[101] The struggle for control, as carried on by trade unions, centers
on such matters as methods of wage determination, the employer's right
of discharge, hiring and lay-off, division of work, methods of enforcing
shop discipline, introduction of machinery and division of labor,
transfers of employes, promotions, the union or non-union shop, and
similar subjects.
[102] The first trade societies were organized by shoemakers. (See
above, 4-7.)
[103] See Chapter on "American Shoemakers," in _Labor and
Administration_, by John R. Commons (Macmillan, 1913).

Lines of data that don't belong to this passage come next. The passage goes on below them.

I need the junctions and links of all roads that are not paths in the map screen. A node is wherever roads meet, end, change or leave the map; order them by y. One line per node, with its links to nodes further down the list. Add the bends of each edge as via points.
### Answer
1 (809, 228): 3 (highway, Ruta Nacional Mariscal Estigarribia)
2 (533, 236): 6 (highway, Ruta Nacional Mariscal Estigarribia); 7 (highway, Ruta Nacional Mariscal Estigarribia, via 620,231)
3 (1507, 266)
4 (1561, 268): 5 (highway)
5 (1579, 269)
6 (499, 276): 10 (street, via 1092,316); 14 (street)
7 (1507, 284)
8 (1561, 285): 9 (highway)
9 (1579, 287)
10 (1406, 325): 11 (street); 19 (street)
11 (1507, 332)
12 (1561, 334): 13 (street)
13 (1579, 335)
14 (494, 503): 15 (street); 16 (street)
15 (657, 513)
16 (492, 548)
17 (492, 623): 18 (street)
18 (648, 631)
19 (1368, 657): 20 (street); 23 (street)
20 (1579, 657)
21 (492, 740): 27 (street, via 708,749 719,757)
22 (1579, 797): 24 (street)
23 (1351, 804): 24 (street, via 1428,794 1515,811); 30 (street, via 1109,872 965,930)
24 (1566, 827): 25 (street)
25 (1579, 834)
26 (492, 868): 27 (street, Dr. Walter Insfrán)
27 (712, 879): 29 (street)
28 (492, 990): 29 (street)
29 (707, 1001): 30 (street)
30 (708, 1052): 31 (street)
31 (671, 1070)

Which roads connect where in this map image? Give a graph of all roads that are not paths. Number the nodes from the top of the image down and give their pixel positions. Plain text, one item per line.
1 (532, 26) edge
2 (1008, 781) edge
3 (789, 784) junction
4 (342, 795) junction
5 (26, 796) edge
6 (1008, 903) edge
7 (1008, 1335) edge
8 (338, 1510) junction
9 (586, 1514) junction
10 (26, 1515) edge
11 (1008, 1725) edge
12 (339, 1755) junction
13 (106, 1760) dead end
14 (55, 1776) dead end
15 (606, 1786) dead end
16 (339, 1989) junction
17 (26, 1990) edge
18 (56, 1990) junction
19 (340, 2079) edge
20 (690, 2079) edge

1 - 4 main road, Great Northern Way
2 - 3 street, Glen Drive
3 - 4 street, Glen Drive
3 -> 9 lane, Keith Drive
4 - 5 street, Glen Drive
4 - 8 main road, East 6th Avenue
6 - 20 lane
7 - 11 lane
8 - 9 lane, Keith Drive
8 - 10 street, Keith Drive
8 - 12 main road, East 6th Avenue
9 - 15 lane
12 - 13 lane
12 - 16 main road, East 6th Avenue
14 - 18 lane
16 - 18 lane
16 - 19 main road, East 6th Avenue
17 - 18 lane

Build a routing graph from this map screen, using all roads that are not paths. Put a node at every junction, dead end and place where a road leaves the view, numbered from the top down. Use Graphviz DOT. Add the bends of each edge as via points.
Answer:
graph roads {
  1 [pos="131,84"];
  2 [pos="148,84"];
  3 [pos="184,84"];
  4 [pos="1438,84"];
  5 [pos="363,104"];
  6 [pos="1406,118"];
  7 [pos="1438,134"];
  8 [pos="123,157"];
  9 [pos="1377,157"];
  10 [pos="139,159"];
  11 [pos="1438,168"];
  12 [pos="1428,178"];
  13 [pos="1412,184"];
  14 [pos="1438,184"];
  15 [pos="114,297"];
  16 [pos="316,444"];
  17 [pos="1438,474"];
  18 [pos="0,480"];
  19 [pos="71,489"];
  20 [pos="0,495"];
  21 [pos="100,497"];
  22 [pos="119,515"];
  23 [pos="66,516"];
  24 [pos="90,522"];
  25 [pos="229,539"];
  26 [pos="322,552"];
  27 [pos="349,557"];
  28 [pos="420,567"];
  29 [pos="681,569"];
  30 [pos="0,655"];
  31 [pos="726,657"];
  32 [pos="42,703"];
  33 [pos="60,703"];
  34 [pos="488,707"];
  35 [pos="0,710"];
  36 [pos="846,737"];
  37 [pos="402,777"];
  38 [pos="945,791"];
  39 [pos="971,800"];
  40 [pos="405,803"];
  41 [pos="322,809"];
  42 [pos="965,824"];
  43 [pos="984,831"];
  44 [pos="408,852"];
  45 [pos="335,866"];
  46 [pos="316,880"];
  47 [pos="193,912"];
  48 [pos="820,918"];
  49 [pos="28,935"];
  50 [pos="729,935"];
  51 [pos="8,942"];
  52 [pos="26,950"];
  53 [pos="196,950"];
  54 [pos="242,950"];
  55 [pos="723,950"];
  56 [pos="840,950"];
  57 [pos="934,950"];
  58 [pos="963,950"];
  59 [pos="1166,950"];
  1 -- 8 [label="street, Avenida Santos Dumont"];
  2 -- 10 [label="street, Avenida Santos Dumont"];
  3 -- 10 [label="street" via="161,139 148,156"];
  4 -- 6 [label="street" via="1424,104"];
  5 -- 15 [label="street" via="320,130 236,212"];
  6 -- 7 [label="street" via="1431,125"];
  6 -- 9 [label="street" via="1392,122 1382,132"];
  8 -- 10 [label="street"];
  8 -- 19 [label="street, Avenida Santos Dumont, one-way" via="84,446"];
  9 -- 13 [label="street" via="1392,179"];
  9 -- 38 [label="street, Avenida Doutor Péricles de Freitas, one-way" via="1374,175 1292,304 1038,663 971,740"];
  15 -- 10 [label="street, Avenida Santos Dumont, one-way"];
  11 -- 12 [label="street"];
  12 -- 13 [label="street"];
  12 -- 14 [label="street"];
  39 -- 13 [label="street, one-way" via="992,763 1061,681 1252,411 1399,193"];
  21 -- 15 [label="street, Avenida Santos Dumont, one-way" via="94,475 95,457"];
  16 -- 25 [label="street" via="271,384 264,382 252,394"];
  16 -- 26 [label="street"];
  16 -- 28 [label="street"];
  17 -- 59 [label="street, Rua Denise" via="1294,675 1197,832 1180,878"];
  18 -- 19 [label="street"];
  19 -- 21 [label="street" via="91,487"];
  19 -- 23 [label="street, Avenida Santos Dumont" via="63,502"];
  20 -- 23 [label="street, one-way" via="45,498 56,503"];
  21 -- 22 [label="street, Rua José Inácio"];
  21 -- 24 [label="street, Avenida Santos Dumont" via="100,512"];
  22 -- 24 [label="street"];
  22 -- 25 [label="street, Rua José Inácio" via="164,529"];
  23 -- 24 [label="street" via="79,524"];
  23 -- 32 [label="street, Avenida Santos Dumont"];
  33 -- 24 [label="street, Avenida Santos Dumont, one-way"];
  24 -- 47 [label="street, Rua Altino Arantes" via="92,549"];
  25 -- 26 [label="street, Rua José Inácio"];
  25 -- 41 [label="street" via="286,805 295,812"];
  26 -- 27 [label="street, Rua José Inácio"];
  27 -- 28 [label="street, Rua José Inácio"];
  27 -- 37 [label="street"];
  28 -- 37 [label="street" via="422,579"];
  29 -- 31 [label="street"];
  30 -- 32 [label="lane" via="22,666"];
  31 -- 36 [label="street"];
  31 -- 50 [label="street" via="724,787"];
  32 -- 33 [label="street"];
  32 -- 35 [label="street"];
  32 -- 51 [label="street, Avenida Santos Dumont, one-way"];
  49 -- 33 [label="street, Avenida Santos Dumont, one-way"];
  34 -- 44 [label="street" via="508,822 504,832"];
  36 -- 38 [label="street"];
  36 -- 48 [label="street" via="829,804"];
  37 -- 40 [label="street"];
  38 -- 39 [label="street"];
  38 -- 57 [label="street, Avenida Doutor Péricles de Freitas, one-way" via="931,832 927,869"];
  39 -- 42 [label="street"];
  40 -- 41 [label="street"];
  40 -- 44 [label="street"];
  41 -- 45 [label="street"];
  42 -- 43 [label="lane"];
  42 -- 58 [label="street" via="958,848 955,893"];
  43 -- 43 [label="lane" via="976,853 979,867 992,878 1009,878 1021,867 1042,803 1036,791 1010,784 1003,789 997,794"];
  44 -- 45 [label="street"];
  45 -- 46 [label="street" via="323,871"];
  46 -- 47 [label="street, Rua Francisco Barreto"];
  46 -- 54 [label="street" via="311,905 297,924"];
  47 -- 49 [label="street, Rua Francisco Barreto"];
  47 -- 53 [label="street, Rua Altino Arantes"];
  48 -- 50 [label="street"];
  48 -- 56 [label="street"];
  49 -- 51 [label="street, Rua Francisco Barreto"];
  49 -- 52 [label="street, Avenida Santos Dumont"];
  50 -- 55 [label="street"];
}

[104] See Don D. Lescohier, _The Order of the Knights of St. Crispin_.
[105] See above, 114-116.
CHAPTER 13
THE IDEALISTIC FACTOR
The puzzling fact about the American labor movement is, after all, its
limited objective. As we saw before, the social order which the typical
American trade unionist considers ideal is one in which organized labor
and organized capital possess equal bargaining power. The American trade
unionist wants, first, an equal voice with the employer in fixing wages
and, second, a big enough control over the productive processes to
protect job, health, and organization. Yet he does not appear to wish to
saddle himself and fellow wage earners with the trouble of running
industry without the employer.
But materialistic though this philosophy appears, it is nevertheless the
product of a long development to which the spiritual contributed no less
than the material. In fact the American labor movement arrived at an
opportunist trade unionism only after an endeavor spread over more than
seventy years to realize a more idealistic program.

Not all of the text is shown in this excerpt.